* _Saved entries_
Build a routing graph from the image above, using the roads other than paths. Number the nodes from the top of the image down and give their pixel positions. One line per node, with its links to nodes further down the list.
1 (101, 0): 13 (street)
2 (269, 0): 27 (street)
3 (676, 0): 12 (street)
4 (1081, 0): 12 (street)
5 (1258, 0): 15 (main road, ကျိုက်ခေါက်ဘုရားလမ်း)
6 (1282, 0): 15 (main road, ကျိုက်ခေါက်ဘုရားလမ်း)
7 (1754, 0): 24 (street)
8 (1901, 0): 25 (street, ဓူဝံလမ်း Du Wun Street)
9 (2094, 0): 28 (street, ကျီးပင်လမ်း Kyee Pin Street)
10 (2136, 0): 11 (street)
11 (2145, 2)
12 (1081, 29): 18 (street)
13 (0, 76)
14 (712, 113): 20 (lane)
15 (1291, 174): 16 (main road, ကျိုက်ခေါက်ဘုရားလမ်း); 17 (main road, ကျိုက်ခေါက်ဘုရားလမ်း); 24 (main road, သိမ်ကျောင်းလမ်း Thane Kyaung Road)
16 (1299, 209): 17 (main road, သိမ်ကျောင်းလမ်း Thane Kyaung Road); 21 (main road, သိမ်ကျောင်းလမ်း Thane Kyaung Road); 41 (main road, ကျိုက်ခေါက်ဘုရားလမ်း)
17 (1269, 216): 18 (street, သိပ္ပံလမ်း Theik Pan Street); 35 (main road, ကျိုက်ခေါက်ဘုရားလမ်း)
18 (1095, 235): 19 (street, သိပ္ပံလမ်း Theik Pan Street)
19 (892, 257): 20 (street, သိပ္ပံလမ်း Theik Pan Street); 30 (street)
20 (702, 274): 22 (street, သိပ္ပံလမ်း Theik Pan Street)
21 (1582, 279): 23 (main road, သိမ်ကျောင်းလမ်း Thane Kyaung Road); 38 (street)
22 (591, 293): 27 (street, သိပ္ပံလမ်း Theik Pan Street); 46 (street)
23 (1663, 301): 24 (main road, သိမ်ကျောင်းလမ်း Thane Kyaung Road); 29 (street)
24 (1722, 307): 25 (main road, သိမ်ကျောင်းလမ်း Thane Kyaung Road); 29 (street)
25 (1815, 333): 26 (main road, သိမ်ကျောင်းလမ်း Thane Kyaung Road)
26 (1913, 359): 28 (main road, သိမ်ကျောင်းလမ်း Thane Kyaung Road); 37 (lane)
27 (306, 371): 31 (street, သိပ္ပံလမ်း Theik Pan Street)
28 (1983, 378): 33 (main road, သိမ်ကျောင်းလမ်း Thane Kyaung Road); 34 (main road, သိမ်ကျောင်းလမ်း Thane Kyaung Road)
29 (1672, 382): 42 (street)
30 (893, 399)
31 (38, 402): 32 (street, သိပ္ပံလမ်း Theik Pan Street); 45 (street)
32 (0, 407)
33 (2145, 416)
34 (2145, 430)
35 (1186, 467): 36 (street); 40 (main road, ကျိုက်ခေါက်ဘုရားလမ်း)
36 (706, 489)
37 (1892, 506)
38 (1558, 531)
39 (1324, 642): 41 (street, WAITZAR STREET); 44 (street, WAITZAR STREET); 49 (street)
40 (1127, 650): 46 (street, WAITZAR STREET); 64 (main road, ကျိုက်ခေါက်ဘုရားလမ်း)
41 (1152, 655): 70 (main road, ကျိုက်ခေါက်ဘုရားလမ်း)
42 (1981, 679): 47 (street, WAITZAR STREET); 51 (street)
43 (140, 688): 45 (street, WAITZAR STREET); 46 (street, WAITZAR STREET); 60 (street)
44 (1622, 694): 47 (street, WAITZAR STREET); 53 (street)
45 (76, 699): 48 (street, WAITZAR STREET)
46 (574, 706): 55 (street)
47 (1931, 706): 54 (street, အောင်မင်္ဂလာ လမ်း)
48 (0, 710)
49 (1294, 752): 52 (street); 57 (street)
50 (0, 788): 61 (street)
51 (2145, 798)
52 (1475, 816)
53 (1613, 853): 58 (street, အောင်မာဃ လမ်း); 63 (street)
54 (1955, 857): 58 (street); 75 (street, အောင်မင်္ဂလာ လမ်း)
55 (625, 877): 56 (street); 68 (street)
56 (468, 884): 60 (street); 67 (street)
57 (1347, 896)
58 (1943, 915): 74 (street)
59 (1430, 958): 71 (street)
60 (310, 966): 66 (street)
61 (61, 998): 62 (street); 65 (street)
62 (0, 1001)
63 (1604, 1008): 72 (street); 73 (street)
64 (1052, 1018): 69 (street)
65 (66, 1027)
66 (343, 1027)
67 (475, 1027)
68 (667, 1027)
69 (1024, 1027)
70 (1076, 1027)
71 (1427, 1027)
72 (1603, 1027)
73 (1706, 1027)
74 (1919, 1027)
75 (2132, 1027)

* _PROMPT_
Please report all lines in the entries where "Theik" appears.

* _OUTPUT BELOW_
17 (1269, 216): 18 (street, သိပ္ပံလမ်း Theik Pan Street); 35 (main road, ကျိုက်ခေါက်ဘုရားလမ်း)
18 (1095, 235): 19 (street, သိပ္ပံလမ်း Theik Pan Street)
19 (892, 257): 20 (street, သိပ္ပံလမ်း Theik Pan Street); 30 (street)
20 (702, 274): 22 (street, သိပ္ပံလမ်း Theik Pan Street)
22 (591, 293): 27 (street, သိပ္ပံလမ်း Theik Pan Street); 46 (street)
27 (306, 371): 31 (street, သိပ္ပံလမ်း Theik Pan Street)
31 (38, 402): 32 (street, သိပ္ပံလမ်း Theik Pan Street); 45 (street)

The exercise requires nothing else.